Republicans, meanwhile, sought to blame Obama for the standoff.

“The House will take action that reflects the fundamental fact that Americans don’t want a government shutdown and they don’t want the train wreck that is Obamacare,” said Boehner spokesman Brendan Buck. “Grandstanding from the president, who refuses to even be a part of the process, won’t bring Congress any closer to a resolution.”

The deep GOP divisions spilled into the open this week as Cruz rankled fellow Republicans with his attention-getting, 21-hour-plus Senate speech promoting what many colleagues view as a doomed strategy.

Cruz and Sen. Mike Lee (R-Utah) met Thursday with some of the most conservative House Republicans for a dinner that lasted late into the evening.
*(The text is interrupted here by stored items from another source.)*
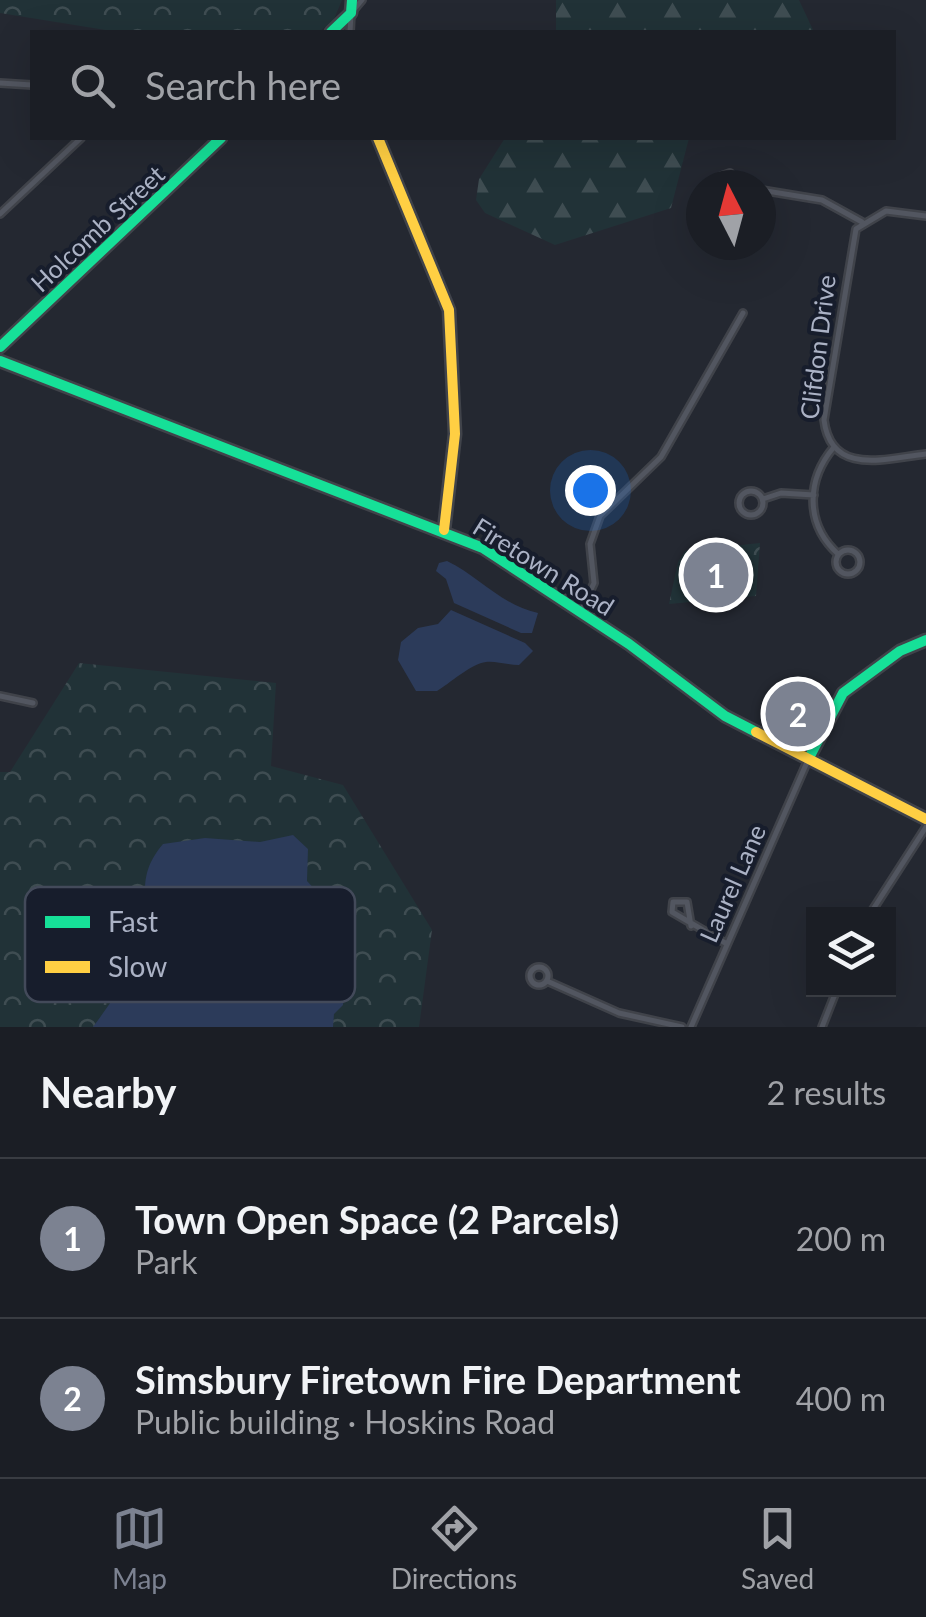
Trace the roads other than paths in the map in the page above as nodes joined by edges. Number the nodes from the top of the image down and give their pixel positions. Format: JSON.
{"nodes":[{"id":1,"x":352,"y":0,"type":"edge"},
{"id":2,"x":362,"y":0,"type":"edge"},
{"id":3,"x":351,"y":14,"type":"junction"},
{"id":4,"x":333,"y":30,"type":"edge"},
{"id":5,"x":350,"y":30,"type":"edge"},
{"id":6,"x":0,"y":84,"type":"edge"},
{"id":7,"x":30,"y":85,"type":"edge"},
{"id":8,"x":79,"y":140,"type":"edge"},
{"id":9,"x":218,"y":140,"type":"edge"},
{"id":10,"x":379,"y":140,"type":"edge"},
{"id":11,"x":776,"y":192,"type":"edge"},
{"id":12,"x":0,"y":214,"type":"edge"},
{"id":13,"x":926,"y":216,"type":"edge"},
{"id":14,"x":862,"y":222,"type":"junction"},
{"id":15,"x":743,"y":313,"type":"dead end"},
{"id":16,"x":0,"y":347,"type":"edge"},
{"id":17,"x":0,"y":361,"type":"edge"},
{"id":18,"x":834,"y":447,"type":"junction"},
{"id":19,"x":926,"y":454,"type":"edge"},
{"id":20,"x":814,"y":495,"type":"junction"},
{"id":21,"x":762,"y":499,"type":"junction"},
{"id":22,"x":444,"y":530,"type":"junction"},
{"id":23,"x":838,"y":554,"type":"junction"},
{"id":24,"x":582,"y":611,"type":"junction"},
{"id":25,"x":926,"y":640,"type":"edge"},
{"id":26,"x":0,"y":696,"type":"edge"},
{"id":27,"x":33,"y":703,"type":"dead end"},
{"id":28,"x":810,"y":756,"type":"junction"},
{"id":29,"x":926,"y":818,"type":"edge"},
{"id":30,"x":926,"y":827,"type":"edge"},
{"id":31,"x":875,"y":907,"type":"edge"},
{"id":32,"x":691,"y":926,"type":"junction"},
{"id":33,"x":726,"y":944,"type":"junction"},
{"id":34,"x":547,"y":981,"type":"dead end"},
{"id":35,"x":834,"y":997,"type":"edge"},
{"id":36,"x":656,"y":1021,"type":"junction"},
{"id":37,"x":662,"y":1027,"type":"edge"},
{"id":38,"x":682,"y":1027,"type":"edge"},
{"id":39,"x":691,"y":1027,"type":"edge"},
{"id":40,"x":822,"y":1027,"type":"edge"}],
"edges":[{"from":1,"to":3,"type":"street"},
{"from":2,"to":3,"type":"street"},
{"from":3,"to":4,"type":"street"},
{"from":3,"to":5,"type":"street"},
{"from":6,"to":7,"type":"street"},
{"from":8,"to":12,"type":"street"},
{"from":9,"to":16,"type":"street","name":"Holcomb Street"},
{"from":10,"to":22,"type":"street"},
{"from":11,"to":14,"type":"street"},
{"from":13,"to":14,"type":"street"},
{"from":14,"to":18,"type":"street","name":"Clifdon Drive"},
{"from":15,"to":24,"type":"street"},
{"from":17,"to":22,"type":"street","name":"Firetown Road"},
{"from":18,"to":19,"type":"street","name":"Clifdon Drive"},
{"from":18,"to":20,"type":"street"},
{"from":20,"to":21,"type":"street"},
{"from":20,"to":23,"type":"street"},
{"from":21,"to":21,"type":"street"},
{"from":22,"to":24,"type":"street","name":"Firetown Road"},
{"from":23,"to":23,"type":"street"},
{"from":24,"to":28,"type":"street","name":"Firetown Road"},
{"from":25,"to":28,"type":"street"},
{"from":26,"to":27,"type":"street"},
{"from":28,"to":29,"type":"street","name":"Firetown Road"},
{"from":28,"to":33,"type":"street","name":"Laurel Lane"},
{"from":30,"to":31,"type":"street"},
{"from":32,"to":32,"type":"street"},
{"from":32,"to":33,"type":"street"},
{"from":33,"to":39,"type":"street","name":"Laurel Lane"},
{"from":34,"to":36,"type":"street"},
{"from":35,"to":40,"type":"street"},
{"from":36,"to":37,"type":"street"},
{"from":36,"to":38,"type":"street"}]}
The senators encouraged their colleagues to stand firm against any funding bill that does not fully delay the healthcare law.

“I am hopeful; I am confident that the House will continue to stand its ground, continue to listen to the American people and step up to respond and to stop this train wreck — this nightmare that is Obamacare,” Cruz said after the Senate votes that sent the bill back to the House without the provision to cut money for the healthcare program.

At the same time, the U.S. Chamber of Commerce, which is influential among Republicans, urged Congress in a letter also signed by 235 other groups not to shut down the government or default on the debt. The debt limit must be raised by Oct. 17 for the nation to continue paying its bills and avoid a default.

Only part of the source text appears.